Perhaps this is why I wanted to go back to church. I wondered if I’d discover a way to banish the darkness gathering around me and inside my brain. I wanted to transform absence into mystery, to become an alchemist of grief. Mostly I wanted a way to mourn, not just my own loss but the galloping mass death enveloping the world. Or, at least, I wanted to find a new church. I retain no fondness for the dogmatic cruelties of my youth. Fundamentalists are not, in my experience, good with mystery, or with death. There was little intellectual inquiry. Why bother when God had already given us all the answers we needed on Earth? When a person passed away, we were supposed to rejoice, as they’d gone home to Heaven. (In this sense, grief could be a form of selfishness.) I didn’t miss that. I didn’t miss my belief in an afterlife, either; it felt too easy.
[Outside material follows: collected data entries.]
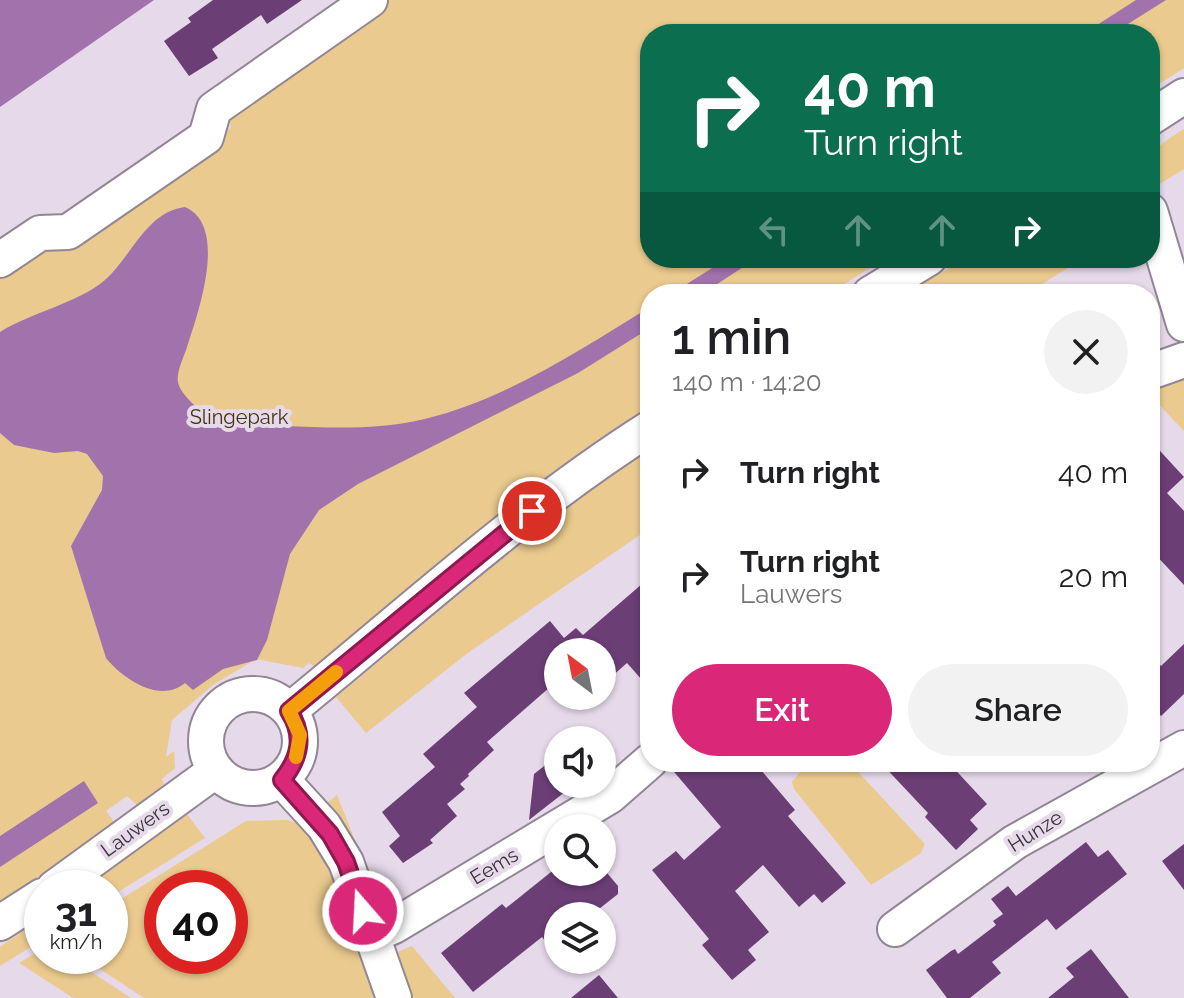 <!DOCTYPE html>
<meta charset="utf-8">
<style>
:root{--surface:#fff;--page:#f2f2f2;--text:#202124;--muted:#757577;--accent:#db2777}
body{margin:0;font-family:Raleway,sans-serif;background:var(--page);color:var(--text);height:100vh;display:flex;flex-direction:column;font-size:30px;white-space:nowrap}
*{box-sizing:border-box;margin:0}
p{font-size:26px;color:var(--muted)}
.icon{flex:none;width:44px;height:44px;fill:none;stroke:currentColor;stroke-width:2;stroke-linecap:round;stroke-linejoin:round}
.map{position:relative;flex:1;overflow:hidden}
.panel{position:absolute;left:640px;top:284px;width:520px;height:488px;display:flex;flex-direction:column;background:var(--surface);border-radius:32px;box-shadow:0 2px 6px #0004}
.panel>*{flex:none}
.hud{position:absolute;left:640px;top:24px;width:520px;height:244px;border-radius:32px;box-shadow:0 2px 6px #0004;background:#0b6e4f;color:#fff;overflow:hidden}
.needle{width:52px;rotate:328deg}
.fabs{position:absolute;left:544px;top:638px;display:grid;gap:16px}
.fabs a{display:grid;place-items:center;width:72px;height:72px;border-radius:50%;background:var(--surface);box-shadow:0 2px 6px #0004;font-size:40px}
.speed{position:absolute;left:24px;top:870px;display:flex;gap:16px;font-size:40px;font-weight:700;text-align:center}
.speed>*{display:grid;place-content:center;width:104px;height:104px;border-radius:50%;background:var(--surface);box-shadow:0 2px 6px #0004;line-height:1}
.speed small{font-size:20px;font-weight:400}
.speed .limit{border:12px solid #d22;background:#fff;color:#111}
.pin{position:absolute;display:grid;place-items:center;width:68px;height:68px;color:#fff;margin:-34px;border:4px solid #fff;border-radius:50%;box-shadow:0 2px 8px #0007}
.me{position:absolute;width:88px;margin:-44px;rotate:341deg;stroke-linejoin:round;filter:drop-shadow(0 0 6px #0008)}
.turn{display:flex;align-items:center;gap:28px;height:168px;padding:0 32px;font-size:36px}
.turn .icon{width:104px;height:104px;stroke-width:2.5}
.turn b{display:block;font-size:56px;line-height:68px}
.lanes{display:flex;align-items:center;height:76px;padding:0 32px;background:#0003;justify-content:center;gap:40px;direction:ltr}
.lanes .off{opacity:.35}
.round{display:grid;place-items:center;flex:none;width:84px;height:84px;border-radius:42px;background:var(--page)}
.summary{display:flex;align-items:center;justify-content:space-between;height:136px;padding:0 32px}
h1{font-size:48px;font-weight:600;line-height:60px}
.action{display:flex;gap:16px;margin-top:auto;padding:16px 32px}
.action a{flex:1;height:92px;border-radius:48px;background:var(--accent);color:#fff;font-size:32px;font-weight:600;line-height:92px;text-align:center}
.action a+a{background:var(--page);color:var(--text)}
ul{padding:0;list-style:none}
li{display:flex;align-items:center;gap:24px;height:104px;padding:0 32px}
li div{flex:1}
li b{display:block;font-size:30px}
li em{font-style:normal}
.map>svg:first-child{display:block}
.green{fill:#eaca8e;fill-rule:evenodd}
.water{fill:#a272ad}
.building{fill:#6b3e76}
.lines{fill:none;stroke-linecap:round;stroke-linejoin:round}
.minor-casing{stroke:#928695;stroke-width:38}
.minor{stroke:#fff;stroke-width:34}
.route-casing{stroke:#8e194d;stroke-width:20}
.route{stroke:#db2777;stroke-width:14}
.slow{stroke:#f59e0b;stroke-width:14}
.labels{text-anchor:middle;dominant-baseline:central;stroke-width:8;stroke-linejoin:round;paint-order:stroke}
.park-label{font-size:20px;fill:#433312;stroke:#e6d9ea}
.street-label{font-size:20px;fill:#383239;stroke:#e6d9ea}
</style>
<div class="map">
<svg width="1184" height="998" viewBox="0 0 1184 998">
<rect width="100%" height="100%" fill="#e6d9ea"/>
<path class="green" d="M 386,0 L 1184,0 L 1184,68 L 1150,90 L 1150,34 L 650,34 L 650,258 L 885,258 L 829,294 L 650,294 L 650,406 C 529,480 423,577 315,667 L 309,663 L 303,668 L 256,659 L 213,685 L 172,720 L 166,757 L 174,751 L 175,768 L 162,779 L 164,784 L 137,805 L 127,796 L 106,811 L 114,822 L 0,904 L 0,270 L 49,246 L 54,250 L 231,128 L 229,115 L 273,81 L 275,89 L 285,82 L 284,70 Z
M 1184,129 L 1184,169 L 1155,187 C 1143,154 1157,146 1184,129 Z
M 966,258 L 1084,258 L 1026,294 L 905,294 Z
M 1184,360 L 1184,431 L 1150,395 L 1150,371 Z
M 650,443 L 650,528 L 469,652 L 366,733 L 336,697 L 573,500 Z
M 808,762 L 849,762 L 925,844 L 920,854 L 871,885 L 794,789 L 792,782 Z
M 337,795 L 377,896 L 370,899 L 322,807 Z
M 187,814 L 205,838 L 110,897 L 110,888 L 86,888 Z
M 288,820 L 300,825 L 305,822 L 323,846 L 381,998 L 144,998 L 80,956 L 110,956 L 110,906 L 246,821 ZM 162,888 L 230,888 L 230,956 L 162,956 Z
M 42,918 L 42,940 L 0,966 L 0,947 Z
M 412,946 L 455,998 L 405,998 L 390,955 Z
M 42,949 L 42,956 L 67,956 L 131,998 L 73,998 L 19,963 Z"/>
<path class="water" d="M 0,0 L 154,0 L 0,107 Z
M 1136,0 L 1166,0 L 1112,34 L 1083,34 Z
M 185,207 C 229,226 198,313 187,347 C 184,357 176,372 178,382 C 179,389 186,397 191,402 C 212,424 255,425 283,426 C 315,427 348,429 380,426 C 477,419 570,356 650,307 L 650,328 L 578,373 L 358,484 L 319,510 L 290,554 L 267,640 L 257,660 L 223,669 L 193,690 L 185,683 C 160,704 123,679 106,658 L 71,546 L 102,490 L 103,476 L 87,454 L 78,451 L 54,453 L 14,445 L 0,433 L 0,332 C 32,312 78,303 105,280 C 132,256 146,212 185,207 Z
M 728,258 L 757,258 L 702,294 L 671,294 Z
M 84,781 L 98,803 L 0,867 L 0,836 Z"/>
<path class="building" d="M 213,0 L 302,0 L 267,24 L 261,15 L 212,49 L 218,58 L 189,76 L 164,41 L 191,22 L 188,18 Z
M 1150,440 L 1184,477 L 1167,493 L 1184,511 L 1184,585 L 1150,549 Z
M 650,577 L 650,689 L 627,663 L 602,685 L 602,652 L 558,652 L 558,680 L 487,742 L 494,750 L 468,774 L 469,776 L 460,784 L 465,789 L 447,804 L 457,816 L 430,840 L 433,843 L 403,863 L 389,846 L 400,836 L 382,812 L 435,767 L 423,754 L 477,707 L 464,693 L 550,621 L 564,638 L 576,628 L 583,635 Z
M 1184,644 L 1184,694 L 1161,716 L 1150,704 L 1150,654 L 1161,666 Z
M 669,762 L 754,762 L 795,810 L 788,816 L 846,883 L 822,903 L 814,894 L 799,907 L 763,865 L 735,891 L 769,932 L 748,950 L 756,960 L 732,980 L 702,945 L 709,939 L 652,870 L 676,851 L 684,860 L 721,827 L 669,766 Z
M 880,762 L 948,762 L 987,804 L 970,820 L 978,829 L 956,850 L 925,817 L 928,813 Z
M 548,763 L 558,774 L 558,784 L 566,784 L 570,788 L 529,820 L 534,774 Z
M 1086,842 L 1098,857 L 1108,850 L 1127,874 L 1056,930 L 1047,919 L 992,962 L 1001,973 L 970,998 L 947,998 L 926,970 L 951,951 L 955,949 L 958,954 L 996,925 L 993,921 L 1003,914 L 991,899 L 1008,886 L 1016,896 Z
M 1184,844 L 1184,890 L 1162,861 Z
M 602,867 L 618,886 L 618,894 L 590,916 L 558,916 L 558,957 L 542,937 L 473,992 L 441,953 L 502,904 L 506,908 L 556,868 L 558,872 L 602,872 Z
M 1091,949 L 1129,998 L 1048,998 L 1074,977 L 1066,968 Z
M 599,975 L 618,998 L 571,998 Z"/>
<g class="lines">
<g class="minor-casing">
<path id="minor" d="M 1150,118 L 1184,96
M 1150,211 L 1184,324
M 0,260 L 40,233 L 68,232 L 206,137 L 214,109 L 370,0
M 870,294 L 929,258
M 1150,372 L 1184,360
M206 741a47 47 0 1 1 94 0a47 47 0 1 1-94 0Z
M 289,711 C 407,615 521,510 650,428
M 282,780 L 324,826 L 346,862 L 394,998
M 54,888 L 215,771
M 0,923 L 42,896
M 895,929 L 1015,842 L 1184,748
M 371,936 L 394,926 L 610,796 L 650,761"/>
</g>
<use href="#minor" class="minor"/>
</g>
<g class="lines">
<g class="route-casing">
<path id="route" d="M 363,911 L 346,862 L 330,834 L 282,780 C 300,758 305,736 289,711 L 532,511"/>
</g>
<use href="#route" class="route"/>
<path class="slow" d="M 296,757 L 300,735 L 289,711 L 336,672"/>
</g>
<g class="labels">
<g class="park-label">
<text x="239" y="417">Slingepark</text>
</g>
<g class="street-label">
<text transform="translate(135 829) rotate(-36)">Lauwers</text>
<text transform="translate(1035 831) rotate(-32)">Hunze</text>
<text transform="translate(494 866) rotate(-31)">Eems</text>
</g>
</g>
</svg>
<div class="fabs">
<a><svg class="needle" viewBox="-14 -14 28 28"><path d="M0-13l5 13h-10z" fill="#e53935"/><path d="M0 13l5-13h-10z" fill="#757577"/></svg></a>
<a><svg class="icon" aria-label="sound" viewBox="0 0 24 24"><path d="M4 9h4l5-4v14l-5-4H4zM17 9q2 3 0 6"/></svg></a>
<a><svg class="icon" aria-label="search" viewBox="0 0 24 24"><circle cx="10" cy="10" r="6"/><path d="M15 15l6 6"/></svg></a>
<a><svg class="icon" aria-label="layers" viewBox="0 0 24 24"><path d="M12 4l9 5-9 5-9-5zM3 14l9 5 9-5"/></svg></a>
</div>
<div class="speed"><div>31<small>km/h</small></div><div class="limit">40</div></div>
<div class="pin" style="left:532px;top:511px;background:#d93025"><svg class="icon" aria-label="arrive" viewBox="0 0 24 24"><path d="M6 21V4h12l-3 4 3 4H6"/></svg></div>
<svg class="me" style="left:363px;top:911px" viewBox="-20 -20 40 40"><circle r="17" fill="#db2777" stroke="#fff" stroke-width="3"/><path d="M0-11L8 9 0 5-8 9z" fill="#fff"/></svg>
<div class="hud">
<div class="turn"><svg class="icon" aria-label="right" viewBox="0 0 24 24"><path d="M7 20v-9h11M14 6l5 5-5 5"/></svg><div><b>40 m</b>Turn right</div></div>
<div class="lanes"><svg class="icon off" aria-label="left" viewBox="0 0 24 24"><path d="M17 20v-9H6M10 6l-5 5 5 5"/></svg><svg class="icon off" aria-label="ahead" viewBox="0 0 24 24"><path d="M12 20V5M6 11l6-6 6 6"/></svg><svg class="icon off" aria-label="ahead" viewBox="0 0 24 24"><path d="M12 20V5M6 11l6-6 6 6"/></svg><svg class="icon" aria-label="right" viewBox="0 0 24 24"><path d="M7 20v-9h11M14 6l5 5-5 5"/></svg></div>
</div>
<section class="panel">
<div class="summary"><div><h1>1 min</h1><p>140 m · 14:20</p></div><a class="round"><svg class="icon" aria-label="close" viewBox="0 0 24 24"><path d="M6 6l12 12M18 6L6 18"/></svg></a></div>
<ul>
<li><svg class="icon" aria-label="right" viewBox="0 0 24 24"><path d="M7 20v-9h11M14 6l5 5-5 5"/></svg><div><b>Turn right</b></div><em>40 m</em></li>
<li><svg class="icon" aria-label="right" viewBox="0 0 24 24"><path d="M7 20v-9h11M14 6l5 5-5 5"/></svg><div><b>Turn right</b><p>Lauwers</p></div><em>20 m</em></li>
</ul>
<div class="action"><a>Exit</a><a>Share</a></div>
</section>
</div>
Instead, I longed for traits my old faith never really possessed. I wanted something like mysticism, a shared search for revelation undertaken with the failing state of human affairs in mind. From the vantage of my couch, I looked out on a world that hadn’t lost its moorings so much as it had never really possessed them at all. I didn’t need answers, not immediately, but I wanted to know it was possible to find them if I worked hard enough to look. The space I lived in seemed to shrink as the pandemic wore on, and I wanted to stretch out my arms to something, even if I couldn’t tell what it was.
Perhaps I could find a different way to fear God. Some churches I ruled out right away. As a teenager, I wanted to be a nun, but really, the Catholic Church is not for me. There are generations of Protestants in my family, and I fear their angry ghosts. So I considered the Anglicans and the Quakers, though I’d make a poor pacifist. I wasn’t waiting for a sign, exactly, but I thought it might be nice to have one. But as of this writing I have had no “road to Damascus” moment. No blinding light appeared on my street. I did not feel led anywhere, not by a mysterious guiding force, and not by my own mind.
I wanted to see a thing unmistakable as the handiwork of God. I listened for the still small voice, as Evangelicals like to say, and I heard nothing but shattering silence. So I listened to that instead. And I never went back to church.
When I learned my young friend had died, I went for a walk. There was nothing else I could do. I could not light a candle for him in church. I could not berate God for the random cruelty of the event. There was nothing except myself, alone on a walk through Brooklyn. It’s not so unusual to be paralyzed by unbelief in a moment of grief. The nearest comfort I found was in other people: my partner and another friend, who asked me to tell her all about the one who’d passed. God may yet reveal himself to me. Unless He does, all that waits for me in the dark is other people trying to find their way out. There is no Screwtape. We’re it. That is what I heard in the silence.